Filter transformation

The filter transformation is used in the context of the filter design to implement electronic filters between different filter types such as low-pass filters , high-pass filters or band-pass filters .

General

Electronic filters are designed using a desired transfer function H (s). The Butterworth filters , Tschebyscheff filters , Bessel filters or Cauer filters are examples of the usual transfer functions, which are used in particular for analog, time-continuous filters in different filter orders .

For dimensioning, a general prototype filter is usually assumed in the form of a standardized low-pass filter. During normalization, which is used to design the filter design independently of specific frequency values, all frequency-dependent parameters are related to the cut-off frequency of the prototype filter . In this simplified form, the filter parameters of the transfer function, which in analog filters are described by the values of electrical components such as resistors , capacitors and coils , can be specified in general in the form of tables or stored in databases.

For the implementation of a concrete filter in the form of an electrical circuit , the dimensioned prototype filter is denormalized and the filter is transformed into the final filter type. Since low-pass filters are mostly used as prototype filters in the filter tables, the transformation from the low-pass to the high-pass and the band-pass or bandstop is particularly important. However, like any transformation, the transformation can also take place in the opposite direction. The filter transformations are also used in an adapted form in the context of time-discrete digital filters. In particular when analog filter circuits are simulated in the context of digital signal processing, such as in the case of wave digital filters .

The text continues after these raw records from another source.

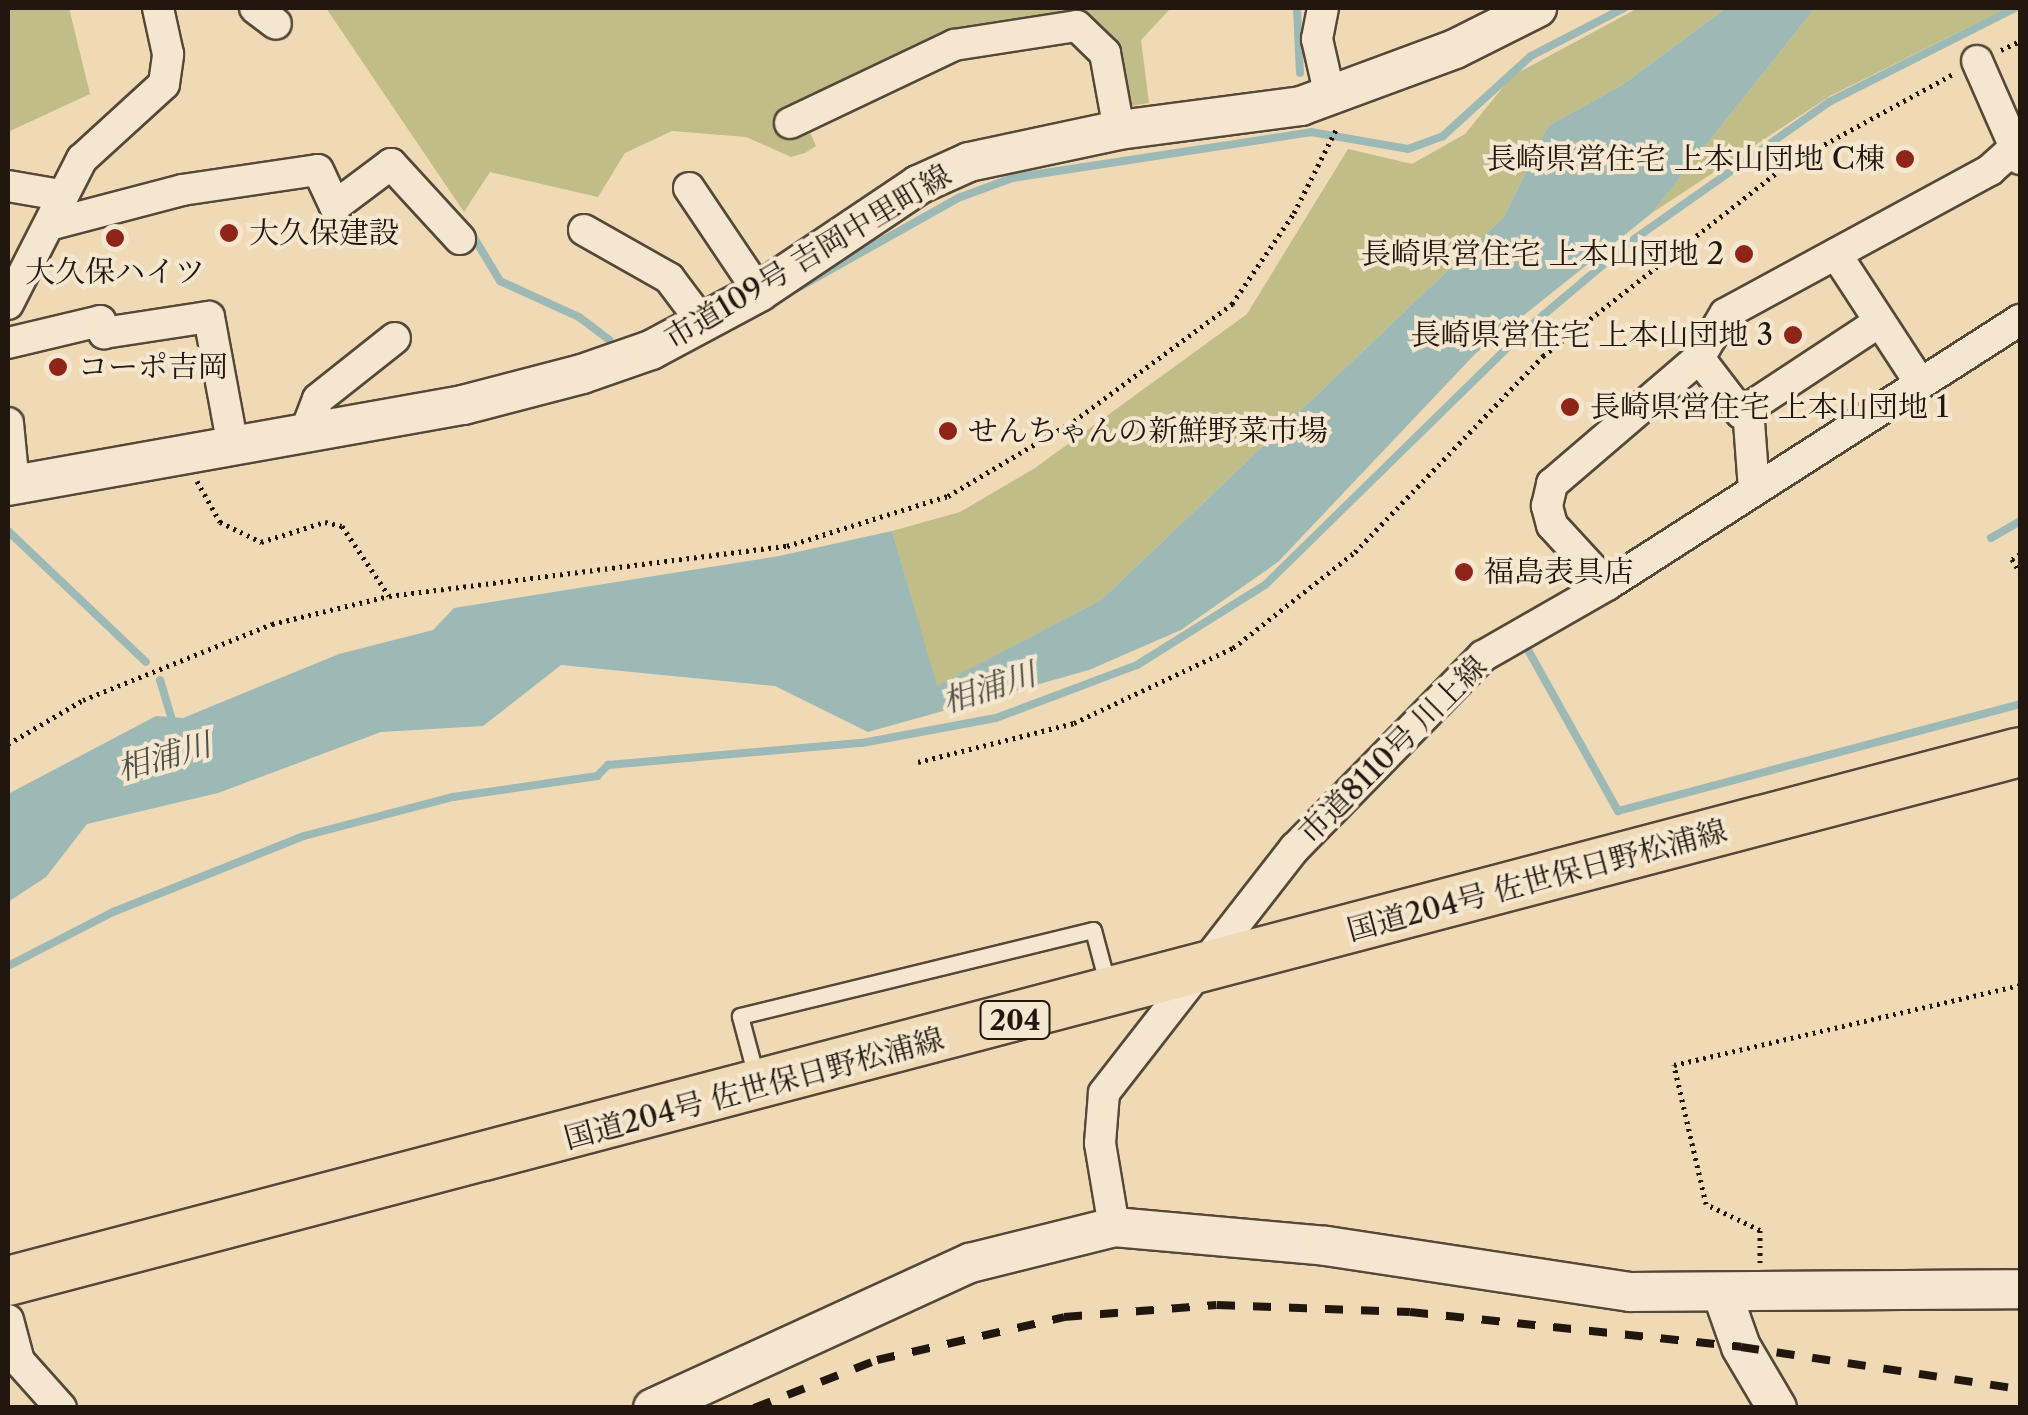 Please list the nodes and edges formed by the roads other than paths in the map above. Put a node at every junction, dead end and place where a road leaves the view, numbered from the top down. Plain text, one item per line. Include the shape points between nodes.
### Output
1 (1323, 8) edge
2 (1537, 8) edge
3 (161, 9) edge
4 (1976, 62) road end
5 (1337, 105) junction
6 (809, 125) dead end
7 (1119, 130) junction
8 (2019, 150) edge
9 (8, 186) edge
10 (689, 188) dead end
11 (60, 196) junction
12 (50, 225) junction
13 (584, 230) dead end
14 (460, 239) dead end
15 (1836, 254) junction
16 (759, 292) junction
17 (8, 304) edge
18 (2020, 320) edge
19 (702, 322) junction
20 (1879, 322) junction
21 (394, 338) dead end
22 (8, 343) edge
23 (1699, 358) junction
24 (1920, 382) junction
25 (1748, 408) junction
26 (8, 423) edge
27 (306, 432) junction
28 (233, 446) junction
29 (11, 486) edge
30 (1754, 490) junction
31 (1607, 584) junction
32 (2020, 752) edge
33 (1201, 970) junction
34 (1110, 995) junction
35 (760, 1088) junction
36 (1114, 1227) junction
37 (8, 1282) edge
38 (2020, 1290) edge
39 (1722, 1292) junction
40 (8, 1320) edge
41 (62, 1408) edge
42 (653, 1408) edge
43 (1777, 1408) edge

1 - 5 street via 1317,39
2 - 5 street, 市道109号 吉岡中里町線
3 - 11 street via 168,54 164,84 82,159
4 - 8 street
5 - 7 street, 市道109号 吉岡中里町線
6 - 7 street via 954,46 1076,26 1106,54
7 - 16 street, 市道109号 吉岡中里町線 via 969,162 918,185
8 - 15 street
9 - 11 street
10 - 16 street
11 - 12 street
12 - 14 street via 182,190 318,170 335,206 392,164
12 - 17 street
13 - 19 street via 668,278
15 - 20 street
15 - 23 street via 1725,314
16 - 19 street, 市道109号 吉岡中里町線
18 - 24 street, 市道8110号 川上線
19 - 27 street, 市道109号 吉岡中里町線 via 651,350 582,374
20 - 24 street
20 - 25 street
21 - 27 street via 318,398
22 - 28 street via 100,322 104,332 209,317
23 - 25 street via 1741,413
23 - 31 street via 1552,484 1552,525
24 - 30 street, 市道8110号 川上線
25 - 30 street
26 - 29 street
27 - 28 street, 市道109号 吉岡中里町線
28 - 29 street, 市道109号 吉岡中里町線
30 - 31 street, 市道8110号 川上線
31 - 33 street, 市道8110号 川上線 via 1483,656 1295,848
32 - 33 highway, 国道204号 佐世保日野松浦線 / 204
33 - 34 highway, 国道204号 佐世保日野松浦線 / 204
33 - 36 street, 市道8110号 川上線 via 1104,1092 1100,1143
34 - 35 highway, 国道204号 佐世保日野松浦線 / 204
34 - 35 lane via 1093,930 740,1016
35 - 37 highway, 国道204号 佐世保日野松浦線 / 204
36 - 39 street via 1326,1246 1630,1292
36 - 42 street via 970,1263
38 - 39 street
39 - 43 street via 1741,1347
40 - 41 street via 19,1360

Low-pass-high-pass transformation

Properties of the TP-HP transformation

The low-pass-high-pass transformation (TP-HP) is used to convert any low-pass into a high-pass. The transfer function H _HP (s ′) is formed from the transfer function of the low-pass filter H _TP (s ) by the following substitution:

{\ displaystyle s' = {\ frac {1} {s}}}

with s = jω or s ′ = jω ′ as parameters of the angular frequency . In the electrical circuit, this implementation means that the standardized components such as capacitors C and coils L , which characterize the pole or zero positions , are interchanged:

{\ displaystyle R = R ', \ qquad L = {\ frac {1} {C'}}, \ qquad C = {\ frac {1} {L '}}}

Low-pass-band-pass transformation

Properties of the TP-BP transformation

The low-pass-band-pass transformation (TP-BP) is used to convert any low-pass into a band-pass. The absolute frequency response of the low-pass filter is mirrored on a logarithmic frequency scale at the center frequency of the band-pass filter. The order is thus doubled by the TP-BP transformation and only symmetrical bandpass filters with an even filter order are possible.

The transfer function H _BP (s ′) is formed from the transfer function of the low-pass filter H _TP (s) with the following transformation :

{\ displaystyle s' = {\ frac {1} {2 \ pi B}} \ left (s + {\ frac {1} {s}} \ right)}

with the parameter B which describes the bandwidth of the bandpass. In the electrical circuit, this implementation means, as shown in the adjacent figure, that the standardized capacitors C of the low-pass filter are implemented in series resonant circuits and coils L in parallel resonant circuits in the bandpass filter.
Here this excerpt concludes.